** Activity **
Transcribe the data that follows. Match it character for character.

** Data for processing **
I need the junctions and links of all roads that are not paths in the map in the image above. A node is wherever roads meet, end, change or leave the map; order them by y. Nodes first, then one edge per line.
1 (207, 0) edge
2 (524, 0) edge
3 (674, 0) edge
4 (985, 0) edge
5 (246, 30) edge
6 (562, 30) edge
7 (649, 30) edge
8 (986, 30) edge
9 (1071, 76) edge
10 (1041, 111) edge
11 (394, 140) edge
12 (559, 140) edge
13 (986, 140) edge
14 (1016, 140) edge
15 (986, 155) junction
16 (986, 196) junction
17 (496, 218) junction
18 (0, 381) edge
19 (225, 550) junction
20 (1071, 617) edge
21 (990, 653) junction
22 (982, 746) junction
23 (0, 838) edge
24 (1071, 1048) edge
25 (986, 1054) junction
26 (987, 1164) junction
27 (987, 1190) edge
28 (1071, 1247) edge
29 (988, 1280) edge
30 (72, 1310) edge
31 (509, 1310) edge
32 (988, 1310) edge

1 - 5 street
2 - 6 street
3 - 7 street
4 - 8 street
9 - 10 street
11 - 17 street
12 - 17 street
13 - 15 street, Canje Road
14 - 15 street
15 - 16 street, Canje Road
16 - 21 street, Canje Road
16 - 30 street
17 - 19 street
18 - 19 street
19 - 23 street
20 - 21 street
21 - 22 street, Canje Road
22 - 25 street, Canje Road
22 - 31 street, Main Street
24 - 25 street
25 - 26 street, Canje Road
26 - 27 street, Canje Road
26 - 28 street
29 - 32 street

** Response **
I need the junctions and links of all roads that are not paths in the map in the image above. A node is wherever roads meet, end, change or leave the map; order them by y. Nodes first, then one edge per line.
1 (207, 0) edge
2 (524, 0) edge
3 (674, 0) edge
4 (985, 0) edge
5 (246, 30) edge
6 (562, 30) edge
7 (649, 30) edge
8 (986, 30) edge
9 (1071, 76) edge
10 (1041, 111) edge
11 (394, 140) edge
12 (559, 140) edge
13 (986, 140) edge
14 (1016, 140) edge
15 (986, 155) junction
16 (986, 196) junction
17 (496, 218) junction
18 (0, 381) edge
19 (225, 550) junction
20 (1071, 617) edge
21 (990, 653) junction
22 (982, 746) junction
23 (0, 838) edge
24 (1071, 1048) edge
25 (986, 1054) junction
26 (987, 1164) junction
27 (987, 1190) edge
28 (1071, 1247) edge
29 (988, 1280) edge
30 (72, 1310) edge
31 (509, 1310) edge
32 (988, 1310) edge

1 - 5 street
2 - 6 street
3 - 7 street
4 - 8 street
9 - 10 street
11 - 17 street
12 - 17 street
13 - 15 street, Canje Road
14 - 15 street
15 - 16 street, Canje Road
16 - 21 street, Canje Road
16 - 30 street
17 - 19 street
18 - 19 street
19 - 23 street
20 - 21 street
21 - 22 street, Canje Road
22 - 25 street, Canje Road
22 - 31 street, Main Street
24 - 25 street
25 - 26 street, Canje Road
26 - 27 street, Canje Road
26 - 28 street
29 - 32 street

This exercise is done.